_PROMPT_
Before repeating the entries below, strip out every picture and keep all else as it is.

_RAW DATA_
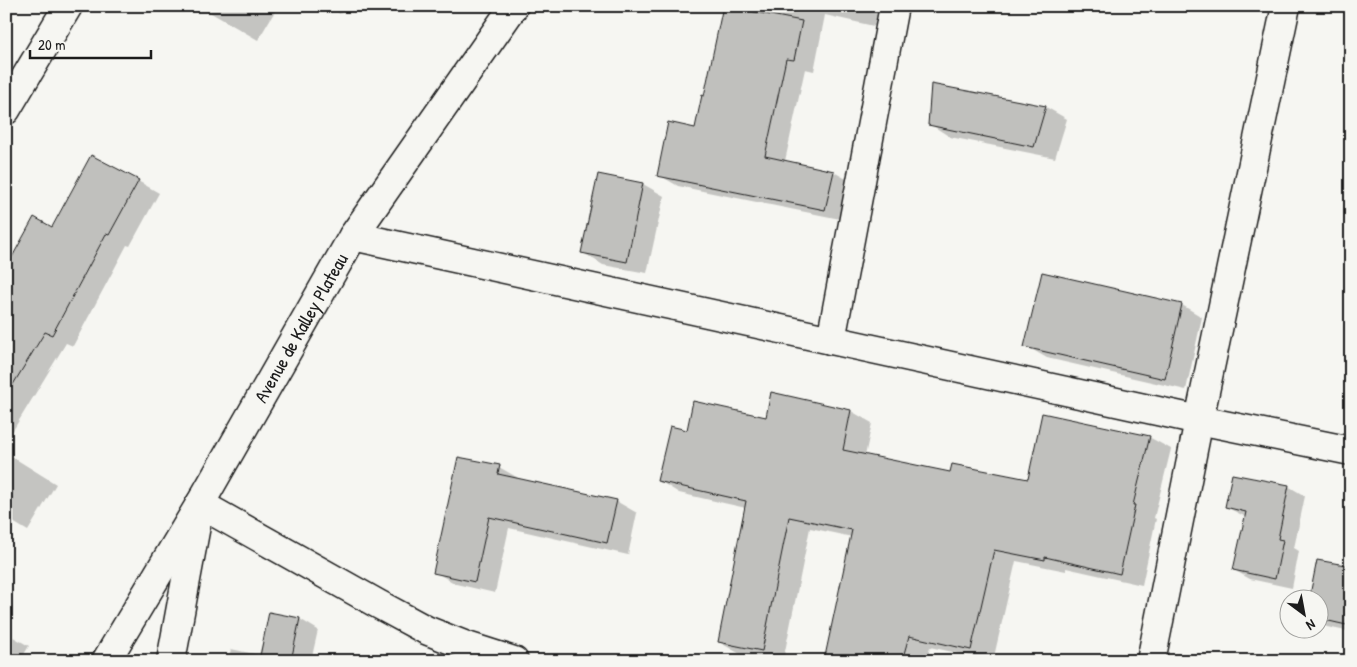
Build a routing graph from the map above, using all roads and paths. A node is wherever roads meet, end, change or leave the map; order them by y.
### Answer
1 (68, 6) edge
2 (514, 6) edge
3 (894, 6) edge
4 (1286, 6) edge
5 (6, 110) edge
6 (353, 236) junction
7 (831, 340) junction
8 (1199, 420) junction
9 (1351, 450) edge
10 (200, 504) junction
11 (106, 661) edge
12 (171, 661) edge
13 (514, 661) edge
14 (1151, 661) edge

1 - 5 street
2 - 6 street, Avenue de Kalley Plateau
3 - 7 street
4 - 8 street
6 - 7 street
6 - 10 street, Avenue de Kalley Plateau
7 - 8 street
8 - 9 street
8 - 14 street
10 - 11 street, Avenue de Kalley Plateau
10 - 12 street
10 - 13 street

_SOLUTION FOR THIS TASK_
Build a routing graph from the map above, using all roads and paths. A node is wherever roads meet, end, change or leave the map; order them by y.
### Answer
1 (68, 6) edge
2 (514, 6) edge
3 (894, 6) edge
4 (1286, 6) edge
5 (6, 110) edge
6 (353, 236) junction
7 (831, 340) junction
8 (1199, 420) junction
9 (1351, 450) edge
10 (200, 504) junction
11 (106, 661) edge
12 (171, 661) edge
13 (514, 661) edge
14 (1151, 661) edge

1 - 5 street
2 - 6 street, Avenue de Kalley Plateau
3 - 7 street
4 - 8 street
6 - 7 street
6 - 10 street, Avenue de Kalley Plateau
7 - 8 street
8 - 9 street
8 - 14 street
10 - 11 street, Avenue de Kalley Plateau
10 - 12 street
10 - 13 street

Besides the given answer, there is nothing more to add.